More than 18,000 people applied to be an astronaut during the last two months.
That's nearly three times the number of applications received in 2012 for the most recent astronaut class and more than two times the amount received in 1978 -- which previously held the record amount of applicants when 8,000 people applied for the position.
“It’s not at all surprising to me that so many Americans from diverse backgrounds want to personally contribute to blazing the trail on our journey to Mars,” said former astronaut and current NASA administrator Charlie Bolden. “A few exceptionally talented men and women will become the astronauts chosen in this group who will once again launch to space from U.S. soil on American-made spacecraft.”

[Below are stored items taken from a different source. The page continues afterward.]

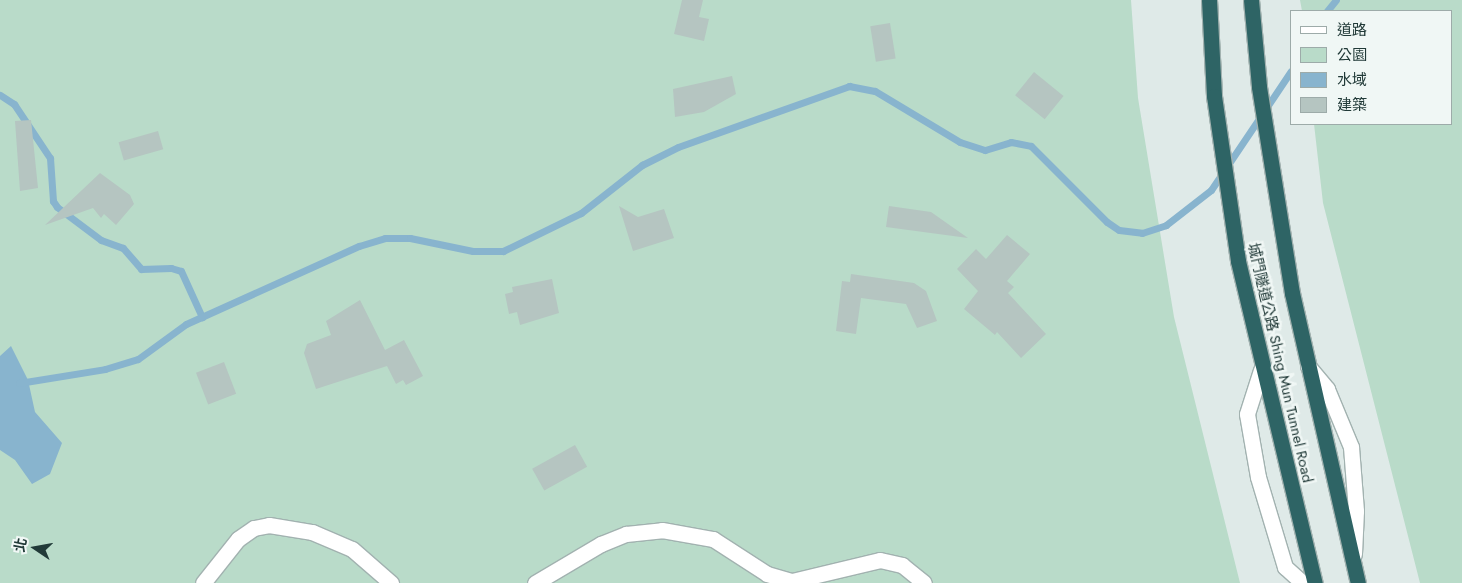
<!DOCTYPE html>
<meta charset="utf-8">
<style>
body{margin:0}
#map{position:relative;width:1462px;height:583px;overflow:hidden;background:#dfeae8;font-family:Jost,"Noto Sans TC",sans-serif}
div>[style]{position:absolute}
.green>*{inset:0;background:#b9dbc9}
.water>*{inset:0;background:#88b4ce}
.stream>*{height:7px;margin:-3.5px;padding:0 3.5px;transform-origin:3.5px;border-radius:3.5px;background:#88b4ce}
.building>*{inset:0;background:#b5c5c1;transform-origin:0 0}
.roads{filter:drop-shadow(1px 0 #a2b2b0) drop-shadow(-1px 0 #a2b2b0) drop-shadow(0 1px #a2b2b0) drop-shadow(0 -1px #a2b2b0)}
.minor>*{height:15px;margin:-7.5px;padding:0 7.5px;transform-origin:7.5px;border-radius:7.5px;background:#fff}
.highway>*{height:15px;margin:-7.5px;padding:0 7.5px;transform-origin:7.5px;border-radius:7.5px;background:#2e6465}
span{translate:-50% -50%;white-space:nowrap;text-align:center;line-height:1.15;-webkit-text-stroke:5px #f0f7f5;paint-order:stroke}
.street-label{font-size:15px;color:#213a38}
.legend{position:absolute;left:1290px;top:10px;width:162px;height:115px;box-sizing:border-box;background:#f0f7f5;border:1px solid #9daba9;margin:0;padding:6px 9px;list-style:none;font-size:15px;color:#213a38}
.legend li{display:flex;align-items:center;gap:10px;height:25px}
.legend b{width:25px;border:1px solid #9daba9}
.north{position:absolute;left:10px;top:523px;width:50px;height:50px;-webkit-text-stroke:4px #f0f7f5;paint-order:stroke;rotate:282deg;font-size:14px;font-weight:700;line-height:20px;text-align:center;color:#213a38}
.north::after{content:'';display:block;margin:auto;width:18px;height:22px;background:#213a38;clip-path:polygon(50% 0,100% 100%,50% 72%,0 100%)}
</style>
<div id="map">
<div class="green">
<i style="clip-path:polygon(0 0,1131px 0,1138px 98px,1174px 317px,1240px 583px,0 583px)"></i>
<i style="clip-path:polygon(1300px 0,1462px 0,1462px 583px,1420px 583px,1323px 203px,1314px 124px,1451px 124px,1451px 11px,1302px 11px)"></i>
</div>
<div class="water">
<i style="clip-path:polygon(11px 346px,28px 380px,35px 412px,62px 443px,50px 474px,32px 484px,15px 460px,0 450px,0 356px)"></i>
</div>
<div class="stream">
<i style="left:1327px;top:11px;width:14px;rotate:-51deg"></i>
<i style="left:0;top:95px;width:17px;rotate:33deg"></i>
<i style="left:14px;top:104px;width:65px;rotate:56.3deg"></i>
<i style="left:50px;top:158px;width:43px;rotate:86deg"></i>
<i style="left:53px;top:201px;width:7px;rotate:56deg"></i>
<i style="left:57px;top:207px;width:55px;rotate:36.9deg"></i>
<i style="left:101px;top:240px;width:23px;rotate:20deg"></i>
<i style="left:123px;top:248px;width:28px;rotate:49deg"></i>
<i style="left:141px;top:269px;width:30px;rotate:-2deg"></i>
<i style="left:171px;top:268px;width:10px;rotate:17deg"></i>
<i style="left:181px;top:271px;width:51px;rotate:65.5deg"></i>
<i style="left:19px;top:383px;width:87px;rotate:-9.2deg"></i>
<i style="left:105px;top:369px;width:34px;rotate:-17deg"></i>
<i style="left:138px;top:359px;width:59px;rotate:-36.1deg"></i>
<i style="left:186px;top:324px;width:190px;rotate:-24.3deg"></i>
<i style="left:359px;top:246px;width:27px;rotate:-17deg"></i>
<i style="left:385px;top:238px;width:25px"></i>
<i style="left:410px;top:238px;width:64px;rotate:11.7deg"></i>
<i style="left:473px;top:251px;width:30px"></i>
<i style="left:503px;top:251px;width:87px;rotate:-26deg"></i>
<i style="left:581px;top:213px;width:78px;rotate:-38.2deg"></i>
<i style="left:642px;top:165px;width:40px;rotate:-26.6deg"></i>
<i style="left:678px;top:147px;width:182px;rotate:-19.6deg"></i>
<i style="left:849px;top:86px;width:26px;rotate:11deg"></i>
<i style="left:875px;top:91px;width:99px;rotate:31deg"></i>
<i style="left:960px;top:142px;width:26px;rotate:18deg"></i>
<i style="left:985px;top:150px;width:27px;rotate:-17deg"></i>
<i style="left:1011px;top:142px;width:20px;rotate:11deg"></i>
<i style="left:1031px;top:146px;width:107px;rotate:45deg"></i>
<i style="left:1107px;top:222px;width:14px;rotate:34deg"></i>
<i style="left:1119px;top:230px;width:23px;rotate:7deg"></i>
<i style="left:1142px;top:233px;width:25px;rotate:-18deg"></i>
<i style="left:1166px;top:225px;width:57px;rotate:-37.9deg"></i>
<i style="left:1211px;top:190px;width:143px;rotate:-56.1deg"></i>
</div>
<div class="building">
<i style="clip-path:polygon(682px 0,703px 0,699px 17px,709px 19px,704px 41px,674px 34px)"></i>
<i style="left:890px;top:23px;width:36px;height:20px;rotate:81deg"></i>
<i style="left:1034px;top:72px;width:38px;height:30px;rotate:39deg"></i>
<i style="clip-path:polygon(732px 76px,736px 94px,704px 112px,675px 117px,673px 89px)"></i>
<i style="clip-path:polygon(31px 120px,38px 188px,20px 191px,15px 121px)"></i>
<i style="left:158px;top:131px;width:19px;height:41px;rotate:74deg"></i>
<i style="clip-path:polygon(100px 173px,130px 195px,134px 204px,116px 225px,104px 214px,101px 218px,93px 208px,45px 225px)"></i>
<i style="clip-path:polygon(619px 206px,638px 217px,664px 209px,674px 238px,633px 251px)"></i>
<i style="clip-path:polygon(889px 206px,931px 212px,968px 238px,886px 227px)"></i>
<i style="clip-path:polygon(1007px 235px,1030px 254px,1007px 281px,1014px 287px,1008px 293px,1046px 334px,1021px 358px,997px 332px,995px 335px,964px 309px,978px 291px,957px 269px,976px 249px,986px 259px)"></i>
<i style="clip-path:polygon(851px 274px,914px 283px,926px 291px,937px 321px,917px 328px,906px 304px,861px 298px,856px 334px,836px 331px,842px 281px,850px 282px)"></i>
<i style="clip-path:polygon(552px 279px,559px 313px,520px 325px,517px 312px,509px 314px,505px 294px,513px 292px,512px 287px)"></i>
<i style="clip-path:polygon(360px 300px,385px 350px,404px 340px,423px 376px,406px 385px,403px 380px,396px 384px,387px 366px,316px 389px,304px 353px,307px 344px,331px 335px,326px 321px)"></i>
<i style="left:224px;top:362px;width:34px;height:30px;rotate:69deg"></i>
<i style="left:575px;top:445px;width:25px;height:49px;rotate:61deg"></i>
</div>
<div class="roads">
<div class="minor">
<i style="left:1308px;top:366px;width:30px;rotate:50deg"></i>
<i style="left:1327px;top:389px;width:63px;rotate:67.5deg"></i>
<i style="left:1351px;top:447px;width:64px;rotate:85.5deg"></i>
<i style="left:1356px;top:511px;width:43px;rotate:92.7deg"></i>
<i style="left:1261px;top:370px;width:46px;rotate:107.7deg"></i>
<i style="left:1247px;top:414px;width:64px;rotate:80.1deg"></i>
<i style="left:1258px;top:477px;width:94px;rotate:73.3deg"></i>
<i style="left:1285px;top:567px;width:24px;rotate:42deg"></i>
<i style="left:203px;top:583px;width:56px;rotate:-51.5deg"></i>
<i style="left:238px;top:539px;width:19px;rotate:-35deg"></i>
<i style="left:254px;top:528px;width:15px;rotate:-11deg"></i>
<i style="left:269px;top:525px;width:44px;rotate:9.2deg"></i>
<i style="left:312px;top:532px;width:43px;rotate:23deg"></i>
<i style="left:352px;top:549px;width:52px;rotate:41.1deg"></i>
<i style="left:535px;top:583px;width:77px;rotate:-30.6deg"></i>
<i style="left:601px;top:544px;width:27px;rotate:-22deg"></i>
<i style="left:626px;top:534px;width:36px;rotate:-6deg"></i>
<i style="left:662px;top:530px;width:52px;rotate:10deg"></i>
<i style="left:713px;top:539px;width:64px;rotate:32.9deg"></i>
<i style="left:767px;top:574px;width:26px;rotate:16deg"></i>
<i style="left:792px;top:581px;width:90px;rotate:-13.4deg"></i>
<i style="left:880px;top:560px;width:23px;rotate:13deg"></i>
<i style="left:902px;top:565px;width:28px;rotate:39deg"></i>
</div>
<div class="highway">
<i style="left:1209px;top:0;width:96px;rotate:87deg"></i>
<i style="left:1214px;top:96px;width:167px;rotate:81.7deg"></i>
<i style="left:1238px;top:261px;width:331px;rotate:76.6deg"></i>
<i style="left:1251px;top:0;width:87px;rotate:84.7deg"></i>
<i style="left:1259px;top:87px;width:209px;rotate:80.9deg"></i>
<i style="left:1292px;top:293px;width:297px;rotate:77.2deg"></i>
</div>
</div>
<div class="street-label">
<span style="left:1280px;top:363px;rotate:77deg">城門隧道公路 Shing Mun Tunnel Road</span>
</div>
<ul class="legend">
<li><b style="height:6px;background:#fff"></b>道路</li>
<li><b style="height:14px;background:#b9dbc9"></b>公園</li>
<li><b style="height:14px;background:#88b4ce"></b>水域</li>
<li><b style="height:14px;background:#b5c5c1"></b>建築</li>
</ul>
<div class="north">北</div>
</div>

NASA's Astronaut Selection Board will select and announce eight to 14 individuals in mid-2017. The new astronauts will train at Johnson Space Center in Houston, Texas, where they'll complete about two years of initial training on spacecraft systems, spacewalking skills and teamwork, Russian language and other skills.
Applications for the 2017 astronaut class opened Dec. 14, and closed Thursday.
“We have our work cut out for us with this many applications,” said Brian Kelly, director of flight operations at Johnson Space Center. “But it’s heartening to know so many people recognize what a great opportunity this is to be part of NASA’s exciting mission. I look forward to meeting the men and women talented enough to rise to the top of what is always a pool of incredible applicants.”